§ **What to do**
Find the word "SkFontStyle" in the data, then copy each line where it is found.

Records drawn from a dataset:
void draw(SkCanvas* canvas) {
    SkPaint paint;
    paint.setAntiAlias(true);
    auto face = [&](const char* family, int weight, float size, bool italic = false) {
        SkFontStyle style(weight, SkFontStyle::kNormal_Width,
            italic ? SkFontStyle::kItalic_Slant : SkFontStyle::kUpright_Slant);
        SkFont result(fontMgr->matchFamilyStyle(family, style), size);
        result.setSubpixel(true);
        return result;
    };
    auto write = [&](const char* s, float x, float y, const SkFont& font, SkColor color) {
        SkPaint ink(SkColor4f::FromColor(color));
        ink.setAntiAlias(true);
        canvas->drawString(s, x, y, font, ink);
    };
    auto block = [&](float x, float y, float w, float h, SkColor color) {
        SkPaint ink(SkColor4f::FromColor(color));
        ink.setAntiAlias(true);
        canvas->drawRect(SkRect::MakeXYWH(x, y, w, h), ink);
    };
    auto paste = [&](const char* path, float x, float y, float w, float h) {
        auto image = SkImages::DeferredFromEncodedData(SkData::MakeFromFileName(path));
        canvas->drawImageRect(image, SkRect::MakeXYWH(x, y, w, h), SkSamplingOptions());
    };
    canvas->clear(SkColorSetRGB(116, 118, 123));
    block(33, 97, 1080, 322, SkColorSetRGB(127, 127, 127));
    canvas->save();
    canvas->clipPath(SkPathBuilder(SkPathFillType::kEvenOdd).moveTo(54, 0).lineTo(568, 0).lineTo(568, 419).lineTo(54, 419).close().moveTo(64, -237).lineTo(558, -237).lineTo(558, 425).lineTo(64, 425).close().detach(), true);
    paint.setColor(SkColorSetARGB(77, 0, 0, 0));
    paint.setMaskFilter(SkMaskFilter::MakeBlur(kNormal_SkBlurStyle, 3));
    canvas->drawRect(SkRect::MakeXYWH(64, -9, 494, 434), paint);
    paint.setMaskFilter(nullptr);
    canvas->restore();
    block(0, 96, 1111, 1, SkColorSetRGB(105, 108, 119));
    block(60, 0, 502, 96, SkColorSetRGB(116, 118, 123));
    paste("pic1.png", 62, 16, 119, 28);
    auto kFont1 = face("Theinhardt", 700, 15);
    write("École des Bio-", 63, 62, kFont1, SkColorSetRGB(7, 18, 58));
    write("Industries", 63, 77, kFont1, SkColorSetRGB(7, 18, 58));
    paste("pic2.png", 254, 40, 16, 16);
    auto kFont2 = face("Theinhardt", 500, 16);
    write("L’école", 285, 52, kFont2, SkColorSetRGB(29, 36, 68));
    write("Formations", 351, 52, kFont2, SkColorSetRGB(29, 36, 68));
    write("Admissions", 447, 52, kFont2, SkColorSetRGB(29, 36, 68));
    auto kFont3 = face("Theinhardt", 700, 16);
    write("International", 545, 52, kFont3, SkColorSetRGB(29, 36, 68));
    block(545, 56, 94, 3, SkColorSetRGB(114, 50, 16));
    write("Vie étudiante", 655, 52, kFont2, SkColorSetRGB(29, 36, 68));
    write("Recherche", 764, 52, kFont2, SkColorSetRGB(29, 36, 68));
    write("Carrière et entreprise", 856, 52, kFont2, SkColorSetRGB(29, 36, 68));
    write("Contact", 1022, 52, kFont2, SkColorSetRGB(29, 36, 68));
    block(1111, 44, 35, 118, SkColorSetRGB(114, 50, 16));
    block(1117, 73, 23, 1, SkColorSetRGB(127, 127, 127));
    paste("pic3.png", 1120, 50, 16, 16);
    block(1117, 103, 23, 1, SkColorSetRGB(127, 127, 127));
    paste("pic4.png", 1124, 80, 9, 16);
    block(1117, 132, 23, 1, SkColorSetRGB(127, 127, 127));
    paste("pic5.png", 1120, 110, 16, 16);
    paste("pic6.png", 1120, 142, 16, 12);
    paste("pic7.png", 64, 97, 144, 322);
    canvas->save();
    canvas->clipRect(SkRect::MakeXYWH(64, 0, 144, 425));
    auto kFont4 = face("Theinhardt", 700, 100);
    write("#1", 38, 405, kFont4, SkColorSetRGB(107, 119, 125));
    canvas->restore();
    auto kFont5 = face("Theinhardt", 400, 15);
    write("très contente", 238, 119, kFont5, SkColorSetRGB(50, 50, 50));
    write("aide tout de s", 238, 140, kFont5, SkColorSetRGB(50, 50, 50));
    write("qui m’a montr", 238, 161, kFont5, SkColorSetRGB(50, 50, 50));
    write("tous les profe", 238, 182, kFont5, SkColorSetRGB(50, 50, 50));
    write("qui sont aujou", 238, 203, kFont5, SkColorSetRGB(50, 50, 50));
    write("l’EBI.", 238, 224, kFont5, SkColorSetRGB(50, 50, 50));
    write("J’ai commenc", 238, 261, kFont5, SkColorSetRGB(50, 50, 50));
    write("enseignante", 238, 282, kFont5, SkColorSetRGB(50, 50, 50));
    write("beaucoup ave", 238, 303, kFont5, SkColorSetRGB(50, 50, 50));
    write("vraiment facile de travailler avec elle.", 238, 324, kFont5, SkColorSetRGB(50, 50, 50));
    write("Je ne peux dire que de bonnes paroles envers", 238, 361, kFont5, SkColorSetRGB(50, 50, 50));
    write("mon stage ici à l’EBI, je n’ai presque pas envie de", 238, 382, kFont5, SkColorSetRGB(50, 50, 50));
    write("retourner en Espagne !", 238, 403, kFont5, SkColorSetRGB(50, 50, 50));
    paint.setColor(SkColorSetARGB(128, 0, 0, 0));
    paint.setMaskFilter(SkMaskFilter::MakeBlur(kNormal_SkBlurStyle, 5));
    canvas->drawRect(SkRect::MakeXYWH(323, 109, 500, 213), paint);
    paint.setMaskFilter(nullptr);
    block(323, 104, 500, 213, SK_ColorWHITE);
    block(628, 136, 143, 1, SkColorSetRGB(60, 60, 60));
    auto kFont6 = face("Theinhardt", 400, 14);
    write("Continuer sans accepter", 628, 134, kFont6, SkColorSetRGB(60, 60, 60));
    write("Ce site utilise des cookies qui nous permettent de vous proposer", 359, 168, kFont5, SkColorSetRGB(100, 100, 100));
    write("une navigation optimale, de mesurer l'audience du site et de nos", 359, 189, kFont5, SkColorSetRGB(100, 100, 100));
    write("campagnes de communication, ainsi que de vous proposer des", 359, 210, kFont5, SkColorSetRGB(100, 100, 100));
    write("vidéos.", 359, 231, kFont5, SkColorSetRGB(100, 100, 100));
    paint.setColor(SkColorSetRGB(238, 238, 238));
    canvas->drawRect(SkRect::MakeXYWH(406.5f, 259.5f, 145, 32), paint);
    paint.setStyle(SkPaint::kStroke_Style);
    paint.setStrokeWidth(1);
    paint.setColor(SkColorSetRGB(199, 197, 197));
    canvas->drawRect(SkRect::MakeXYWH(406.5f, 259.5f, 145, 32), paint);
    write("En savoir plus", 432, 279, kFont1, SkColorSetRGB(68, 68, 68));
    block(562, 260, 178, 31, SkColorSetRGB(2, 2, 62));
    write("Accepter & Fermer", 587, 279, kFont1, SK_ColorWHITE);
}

§ **Exercise solution**
        SkFontStyle style(weight, SkFontStyle::kNormal_Width,
            italic ? SkFontStyle::kItalic_Slant : SkFontStyle::kUpright_Slant);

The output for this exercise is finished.